Several of the California's leading cannabis companies have banded together to direct a dire warning to Gov. Gavin Newsom this week. In a letter sent to the governor’s office and leaders of the state legislature, business leaders warned that the state’s legal cannabis industry is on the verge of collapse.

"It is an emergency," said David Goldman, who sits on the board of the San Francisco dispensary, The Green Cross.  

Goldman is among the hundreds who have added their signatures in support of the letter, Save California Cannabis Industry, on the site

"We need you to understand that we have been pushed to a breaking point," states the letter.

"It’s not just our dispensary, it’s every dispensary that is facing this exact problem," said Goldman.

Industry leaders behind the letter say the challenges that the industry is currently face are directly tied to how it is being regulated and taxed in the state. 

Goldman says that high taxes make it incredibly challenging for the regulated cannabis industry to compete with prices being offered by illegal underground markets.

"If we don’t get in front of this tax issue. It’s going to roll right over us in the state and it’s happening quickly," agreed Michael Koehn, who sits on the leadership of the Brownie Mary Democratic Club of San Francisco, a group that advocates for medical cannabis patients. 

Goldman says the underground market allows illegal suppliers to offer cannabis products that are purported to be on average, 50 percent cheaper than those of their regulated counterparts, and potentially dangerous.

"The medicine isn’t tested, and from my experience, when we’ve tested illicit cannabis, it’s often found to be high in pesticides," said Goldman. "Lowering the taxes, will put a dent in the illicit market. I think it is an excellent way in the long run to raise state tax revenue from cannabis."

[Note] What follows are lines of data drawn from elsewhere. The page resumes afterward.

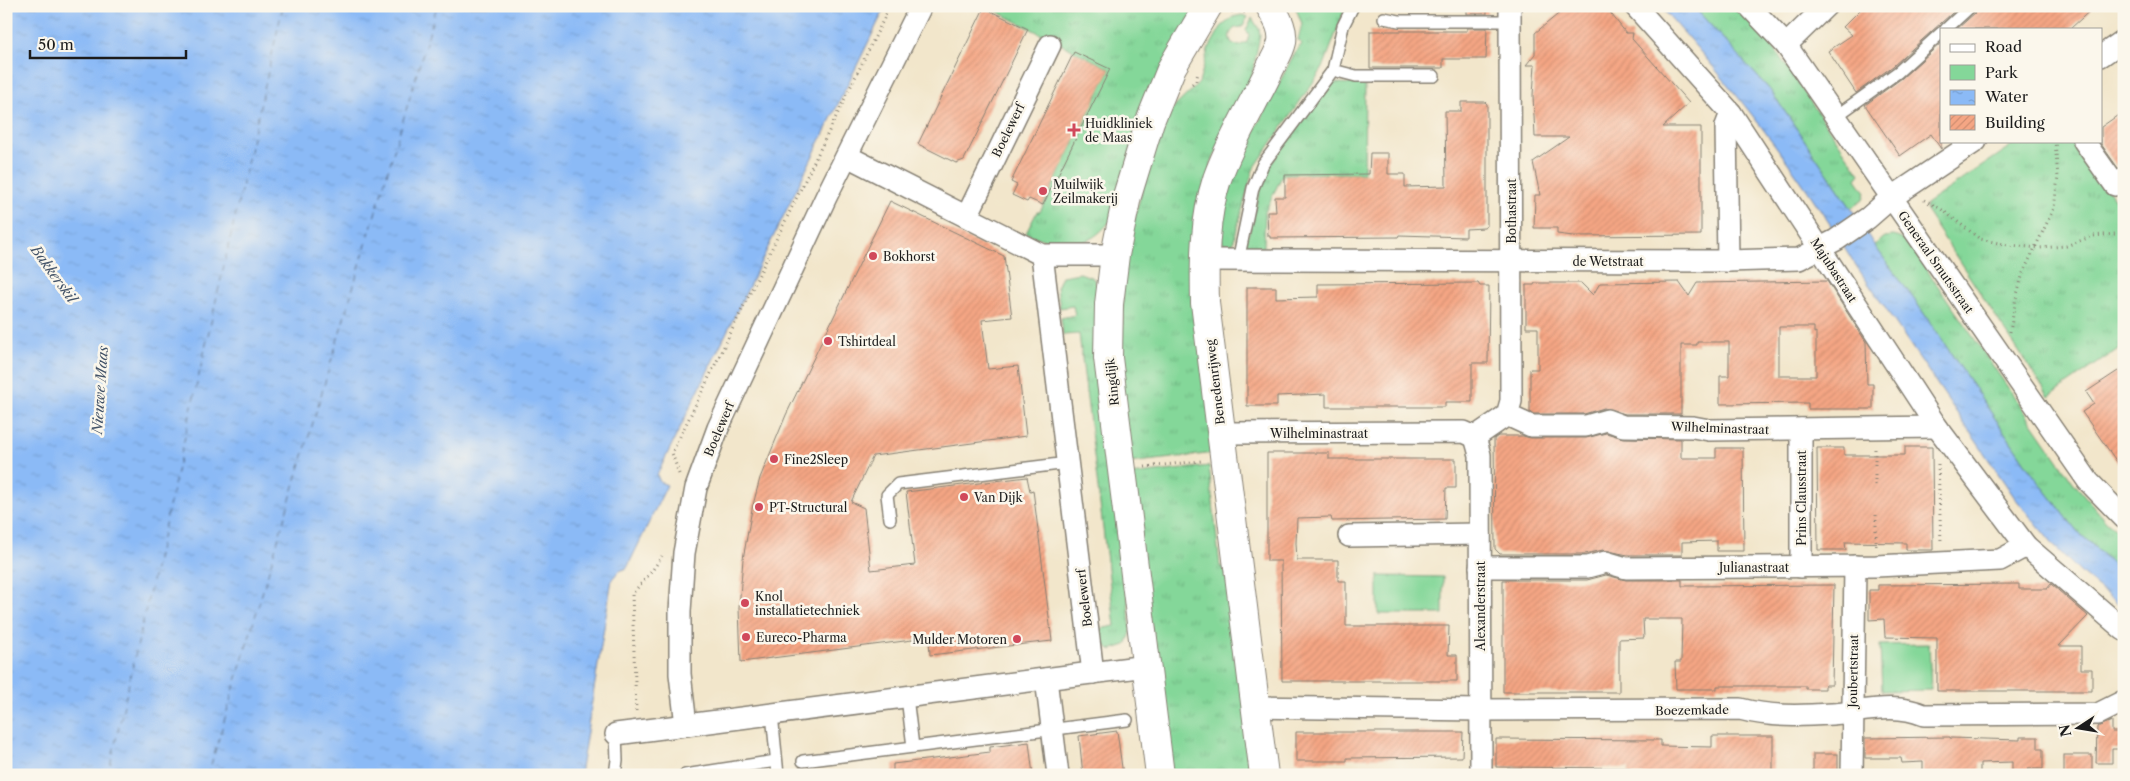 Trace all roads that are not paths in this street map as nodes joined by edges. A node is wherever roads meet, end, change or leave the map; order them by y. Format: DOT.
graph roads {
  1 [pos="921,6"];
  2 [pos="1208,6"];
  3 [pos="1270,6"];
  4 [pos="1353,6"];
  5 [pos="1635,6"];
  6 [pos="1749,6"];
  7 [pos="1826,6"];
  8 [pos="1971,6"];
  9 [pos="1510,14"];
  10 [pos="1384,18"];
  11 [pos="1947,28"];
  12 [pos="1940,34"];
  13 [pos="2124,40"];
  14 [pos="1050,45"];
  15 [pos="1786,45"];
  16 [pos="2102,55"];
  17 [pos="1333,70"];
  18 [pos="1434,76"];
  19 [pos="1731,113"];
  20 [pos="1835,117"];
  21 [pos="1975,142"];
  22 [pos="2085,142"];
  23 [pos="846,156"];
  24 [pos="2124,179"];
  25 [pos="1897,194"];
  26 [pos="967,216"];
  27 [pos="1828,244"];
  28 [pos="1115,254"];
  29 [pos="1042,255"];
  30 [pos="1204,260"];
  31 [pos="1512,260"];
  32 [pos="1238,261"];
  33 [pos="1728,261"];
  34 [pos="1507,415"];
  35 [pos="1937,427"];
  36 [pos="1801,429"];
  37 [pos="1221,433"];
  38 [pos="1475,437"];
  39 [pos="1068,463"];
  40 [pos="2124,518"];
  41 [pos="890,519"];
  42 [pos="1480,534"];
  43 [pos="1349,536"];
  44 [pos="2026,546"];
  45 [pos="1855,566"];
  46 [pos="1480,567"];
  47 [pos="1801,567"];
  48 [pos="2124,630"];
  49 [pos="1146,666"];
  50 [pos="1093,673"];
  51 [pos="1046,679"];
  52 [pos="907,697"];
  53 [pos="2124,701"];
  54 [pos="1254,707"];
  55 [pos="1480,710"];
  56 [pos="1853,711"];
  57 [pos="772,714"];
  58 [pos="1127,720"];
  59 [pos="686,725"];
  60 [pos="1052,730"];
  61 [pos="616,734"];
  62 [pos="913,747"];
  63 [pos="776,761"];
  64 [pos="803,761"];
  65 [pos="615,775"];
  66 [pos="685,775"];
  67 [pos="778,775"];
  68 [pos="1058,775"];
  69 [pos="1160,775"];
  70 [pos="1264,775"];
  71 [pos="1481,775"];
  72 [pos="1852,775"];
  1 -- 23 [label="street, Boelewerf"];
  2 -- 28 [label="street, Ringdijk"];
  3 -- 30 [label="street, Benedenrijweg"];
  4 -- 17 [label="lane"];
  5 -- 19 [label="street, Majubastraat"];
  6 -- 15 [label="street, Generaal Smutsstraat"];
  7 -- 15 [label="street"];
  8 -- 11 [label="lane"];
  9 -- 10 [label="lane"];
  9 -- 31 [label="street, Bothastraat"];
  12 -- 20 [label="lane"];
  13 -- 16 [label="street"];
  14 -- 26 [label="street, Boelewerf"];
  15 -- 20 [label="street, Generaal Smutsstraat"];
  17 -- 18 [label="lane"];
  17 -- 32 [label="lane"];
  19 -- 27 [label="street, Majubastraat"];
  19 -- 33 [label="street"];
  20 -- 25 [label="street, Generaal Smutsstraat"];
  21 -- 25 [label="street, de Wetstraat"];
  22 -- 24 [label="street"];
  23 -- 26 [label="street"];
  23 -- 59 [label="street, Boelewerf"];
  25 -- 27 [label="street, de Wetstraat"];
  25 -- 40 [label="street, Generaal Smutsstraat"];
  26 -- 29 [label="street"];
  27 -- 33 [label="street, de Wetstraat"];
  27 -- 35 [label="street, Majubastraat"];
  28 -- 29 [label="street"];
  28 -- 49 [label="street, Ringdijk"];
  29 -- 39 [label="street, Boelewerf"];
  30 -- 32 [label="street, de Wetstraat"];
  30 -- 37 [label="street, Benedenrijweg"];
  31 -- 32 [label="street, de Wetstraat"];
  31 -- 33 [label="street, de Wetstraat"];
  31 -- 34 [label="street, Bothastraat"];
  34 -- 36 [label="street, Wilhelminastraat"];
  34 -- 38 [label="street"];
  35 -- 36 [label="street, Wilhelminastraat"];
  35 -- 44 [label="street, Majubastraat"];
  36 -- 47 [label="street, Prins Clausstraat"];
  37 -- 38 [label="street, Wilhelminastraat"];
  37 -- 54 [label="street, Benedenrijweg"];
  38 -- 42 [label="street, Alexanderstraat"];
  39 -- 41 [label="lane"];
  39 -- 50 [label="street, Boelewerf"];
  42 -- 43 [label="street"];
  42 -- 46 [label="street, Alexanderstraat"];
  44 -- 45 [label="street, Julianastraat"];
  44 -- 48 [label="street, Majubastraat"];
  45 -- 47 [label="street, Julianastraat"];
  45 -- 56 [label="street, Joubertstraat"];
  46 -- 47 [label="street, Julianastraat"];
  46 -- 55 [label="street, Alexanderstraat"];
  49 -- 50 [label="street"];
  49 -- 69 [label="street, Ringdijk"];
  50 -- 51 [label="street"];
  51 -- 52 [label="street"];
  51 -- 60 [label="street"];
  52 -- 57 [label="street"];
  52 -- 62 [label="lane"];
  53 -- 56 [label="street, Boezemkade"];
  54 -- 55 [label="street, Boezemkade"];
  54 -- 70 [label="street, Benedenrijweg"];
  55 -- 56 [label="street, Boezemkade"];
  55 -- 71 [label="street, Alexanderstraat"];
  56 -- 72 [label="street, Joubertstraat"];
  57 -- 59 [label="street"];
  57 -- 63 [label="lane"];
  58 -- 60 [label="lane"];
  59 -- 61 [label="street"];
  60 -- 62 [label="lane"];
  60 -- 68 [label="street"];
  61 -- 65 [label="lane"];
  62 -- 64 [label="lane"];
  63 -- 66 [label="lane"];
  63 -- 67 [label="lane"];
} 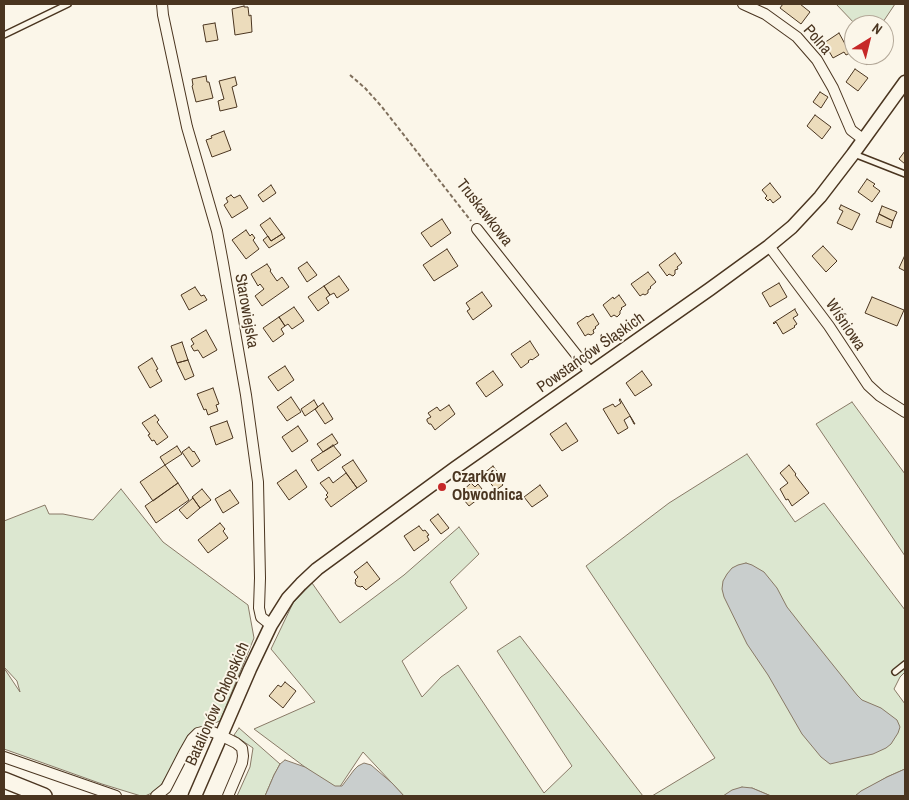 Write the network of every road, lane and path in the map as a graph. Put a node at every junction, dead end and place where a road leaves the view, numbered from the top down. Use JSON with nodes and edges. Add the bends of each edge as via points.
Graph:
{"nodes":[{"id":1,"x":68,"y":4,"type":"edge"},
{"id":2,"x":162,"y":4,"type":"edge"},
{"id":3,"x":743,"y":4,"type":"edge"},
{"id":4,"x":4,"y":35,"type":"edge"},
{"id":5,"x":350,"y":75,"type":"dead end"},
{"id":6,"x":905,"y":82,"type":"edge"},
{"id":7,"x":864,"y":140,"type":"junction"},
{"id":8,"x":853,"y":154,"type":"junction"},
{"id":9,"x":905,"y":174,"type":"edge"},
{"id":10,"x":478,"y":229,"type":"joint"},
{"id":11,"x":769,"y":246,"type":"junction"},
{"id":12,"x":590,"y":372,"type":"junction"},
{"id":13,"x":905,"y":412,"type":"edge"},
{"id":14,"x":271,"y":625,"type":"junction"},
{"id":15,"x":905,"y":664,"type":"edge"},
{"id":16,"x":895,"y":672,"type":"dead end"},
{"id":17,"x":222,"y":736,"type":"junction"},
{"id":18,"x":4,"y":757,"type":"edge"},
{"id":19,"x":4,"y":780,"type":"edge"},
{"id":20,"x":44,"y":796,"type":"edge"},
{"id":21,"x":116,"y":796,"type":"edge"},
{"id":22,"x":156,"y":796,"type":"edge"},
{"id":23,"x":196,"y":796,"type":"edge"},
{"id":24,"x":228,"y":796,"type":"edge"}],
"edges":[{"from":1,"to":4,"type":"lane"},
{"from":2,"to":14,"type":"street","name":"Starowiejska","via":[[187,127],[217,231],[246,395],[258,482],[259,608],[261,616]]},
{"from":3,"to":7,"type":"street","name":"Polna","via":[[765,14],[796,37],[817,60],[851,130]]},
{"from":5,"to":10,"type":"path","name":"Truskawkowa","via":[[382,107]]},
{"from":6,"to":7,"type":"street","name":"Powstańców Śląskich"},
{"from":7,"to":8,"type":"street","name":"Powstańców Śląskich"},
{"from":8,"to":9,"type":"lane"},
{"from":8,"to":11,"type":"street","name":"Powstańców Śląskich","via":[[820,197]]},
{"from":10,"to":12,"type":"street","name":"Truskawkowa"},
{"from":11,"to":12,"type":"street","name":"Powstańców Śląskich"},
{"from":11,"to":13,"type":"street","name":"Wiśniowa","via":[[868,385]]},
{"from":12,"to":14,"type":"street","name":"Powstańców Śląskich","via":[[317,569],[288,598]]},
{"from":14,"to":17,"type":"street","name":"Batalionów Chłopskich"},
{"from":15,"to":16,"type":"lane"},
{"from":17,"to":22,"type":"street","via":[[207,731],[198,733],[166,788]]},
{"from":17,"to":23,"type":"street","name":"Batalionów Chłopskich"},
{"from":17,"to":24,"type":"street","via":[[242,748],[243,756]]},
{"from":18,"to":21,"type":"street"},
{"from":19,"to":20,"type":"main road"}]}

A spokesperson for Newsom's office responded in a statement on Sunday. 

The governor's communications director, Erin Mellon, said that the governor acknowledges the need to curb illegal sales, and supports tax reform, adding in part: "It’s clear that the current tax construct is presenting unintended but serious challenges. Any tax reform effort in this space will require action from two-thirds of the legislature and the governor is open to working with them on a solution."

Among the demands from industry leaders in the letter are an immediate lifting of the state’s cultivation tax on growers, a three-year holiday from the California’s excise tax, and expansion of retail shops through much of the state.